Here is the next codewars problem. It’s a bit strange: you get two “normal” numbers, and then you need to return their sum as a binary string. Adding two numbers is pretty straightforward in this case: you use the +, to be humorous about this.

Already you can see we have another case of bitwise manipulation! We can use the same trick, again, to iterate through all the bits in our sum and add them to a string.

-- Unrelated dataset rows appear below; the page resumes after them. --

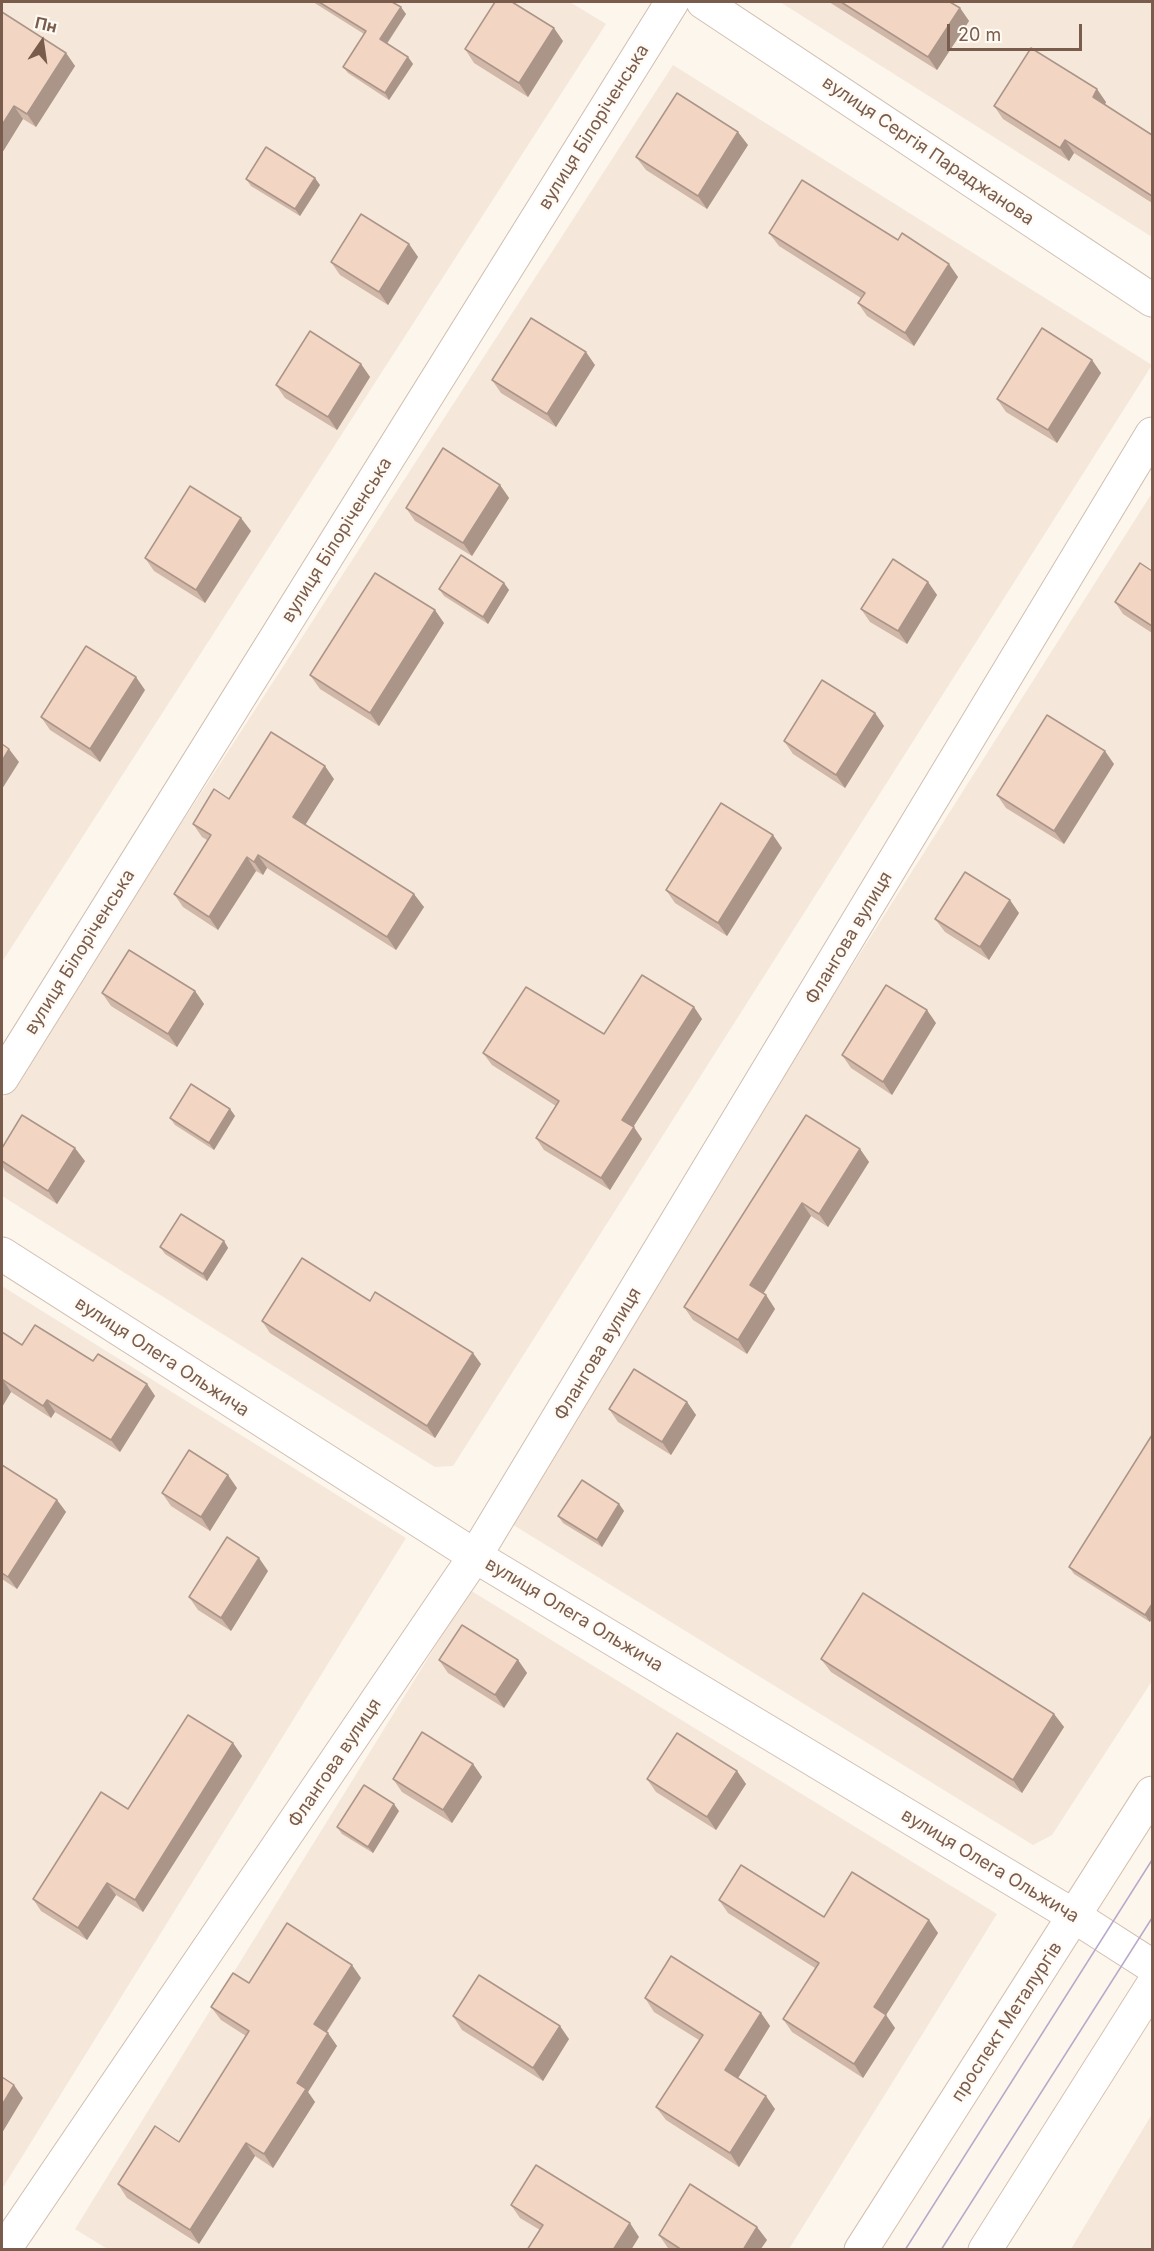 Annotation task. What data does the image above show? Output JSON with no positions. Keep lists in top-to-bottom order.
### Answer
{
  "streets": {
    "street": [
      "вулиця Білоріченська",
      "вулиця Сергія Параджанова",
      "Флангова вулиця",
      "вулиця Олега Ольжича",
      "проспект Металургів"
    ]
  },
  "crossings": [
    ["Флангова вулиця", "вулиця Олега Ольжича"],
    ["вулиця Олега Ольжича", "проспект Металургів"]
  ],
  "scale_bar": "20 m",
  "north": "top"
} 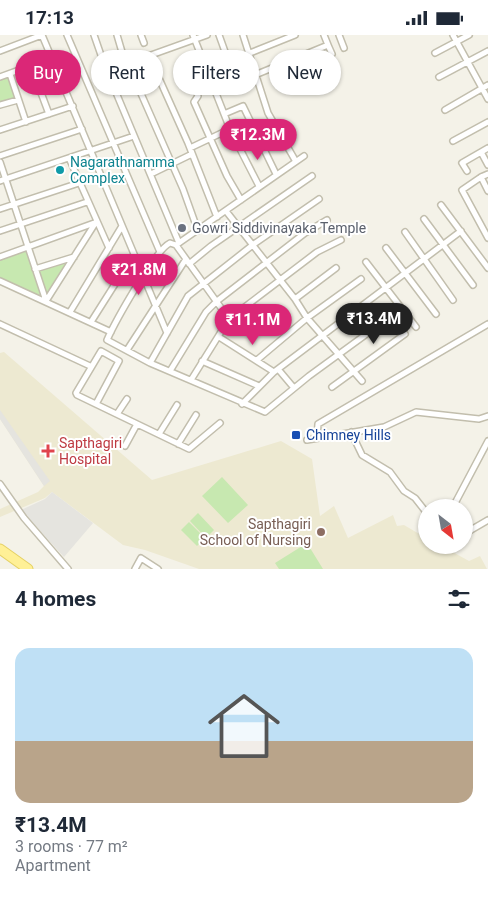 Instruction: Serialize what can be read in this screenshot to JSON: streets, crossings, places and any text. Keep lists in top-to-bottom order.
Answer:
{
  "places": {
    "other": ["Nagarathnamma Complex", "Gowri Siddivinayaka Temple", "Sapthagiri School of Nursing"],
    "transit": ["Chimney Hills"],
    "health": ["Sapthagiri Hospital"]
  },
  "north": "bottom right",
  "page": {
    "status": "17:13",
    "chip": [
      "Buy",
      "Rent",
      "Filters",
      "New"
    ],
    "price": [
      "₹12.3M",
      "₹21.8M",
      "₹13.4M",
      "₹11.1M"
    ],
    "heading": "4 homes",
    "list": [
      {
        "name": "₹13.4M",
        "note": "3 rooms · 77 m² · Apartment"
      }
    ]
  }
} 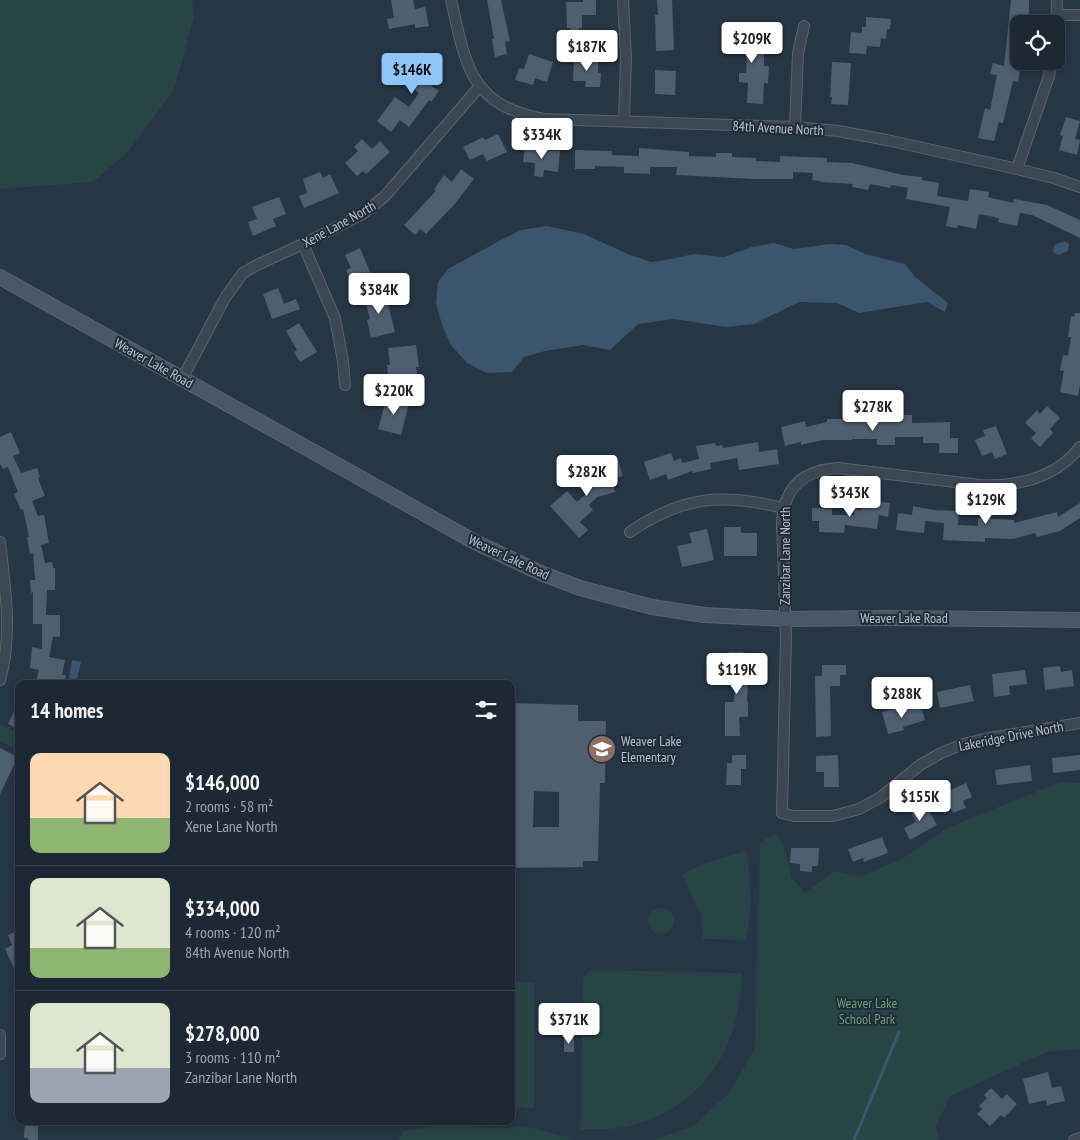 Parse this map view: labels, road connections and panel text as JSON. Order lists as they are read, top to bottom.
{
  "streets": {
    "main road": ["Weaver Lake Road"],
    "street": [
      "84th Avenue North",
      "Xene Lane North",
      "Zanzibar Lane North",
      "Lakeridge Drive North"
    ]
  },
  "crossings": [
    ["84th Avenue North", "Xene Lane North"],
    ["Xene Lane North", "Weaver Lake Road"],
    ["Weaver Lake Road", "Zanzibar Lane North"],
    ["Zanzibar Lane North", "Lakeridge Drive North"]
  ],
  "parks": ["Weaver Lake School Park"],
  "places": {
    "school or university": ["Weaver Lake Elementary"]
  },
  "page": {
    "price": [
      "$209K",
      "$187K",
      "$146K",
      "$334K",
      "$384K",
      "$220K",
      "$278K",
      "$282K",
      "$343K",
      "$129K",
      "$119K",
      "$288K",
      "$155K",
      "$371K"
    ],
    "heading": "14 homes",
    "list": [
      {
        "name": "$146,000",
        "note": "2 rooms · 58 m² · Xene Lane North"
      },
      {
        "name": "$334,000",
        "note": "4 rooms · 120 m² · 84th Avenue North"
      },
      {
        "name": "$278,000",
        "note": "3 rooms · 110 m² · Zanzibar Lane North"
      }
    ]
  }
}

I had a bug! First, here is the (validated) solution:

def add_binary(a,b):
    assert(a >= 0 and b >= 0)
    s = a + b
    result = []
    while s > 0:
        oldS = s
        result.append(str(s % 2))
        s = s // 2
    result = ''.join(reversed(result))
    return result

Let’s focus on the positives.

1. The assert on line 2 is my own sanity-checking. Things can get funny in this question if a or b can be negative.
2. You can barely see where the sum happens in this question: line 3. After that, you can see we completely ignore a, b.
3. This has a fun combination of the previous 2 questions we talked about. We build up our string as a list of strings (each element in that list is either the string “0” or “1”) and join that list over the empty string. Just as we saw ‘ ‘.join(…) in the previous question, how it combined all the elements into a string, separating each element by ‘ ‘, this combines all elements in our list as a string, separated by ”, i.e., separated by nothing.
4. We determine the “next” bit of s with s % 2, just like before. A big change (and this is where the bug is) is on line 8. Previously, we did s = int(s/2), and my initial implementation had that as well. In tests with extremely large integers, that method failed. Let’s discussion why.

The Bug

This is a somewhat advanced bug. Truth be told, if a beginner programmer (esp. from a bootcamp) hit this issue, I’m not sure if they’d have the context to address it. Here’s what happens:

1. Python distinguishes between integers, which are whole numbers, and floats, which are numbers that can have a decimal point. Adding two integers always gives you the answer you’d expect, so integers are simple. Floating point numbers ultimately have to round (similar to how, with 0.333333333…, eventually you have to decide when to stop writing 3s!).
2. In our code, s is an integer, except when it’s being divided by 2. Python will automatically convert it into a float. That is why we immediately turn it back into an integer, with int(s/2). This gives the effect of “chopping off” anything after the decimal point, which is what we want. (We’d expect the decimal to either be .0, when s was previously even, or 0.5, when s was previously odd.)
3. However, that rounding that we have to do with floating-point-numbers doesn’t just happen after the decimal point. For very large numbers, the rounding can happen in the thousandth’s place, or similar (so rather than a big number ending with 124,325.0, it would look like 124,000.0). This truncation is too aggressive!
4. So the bug manifested that we were outputting a binary number with just a long string of 0s at the end, when it should have been a mix of 0s and 1s.
5. The fix was me searching around online until I found out how to do truncating-integer-division in Python. That avoids converting the integer into a double, and therefore we never introduce that inadvertent rounding, and we get the right answer!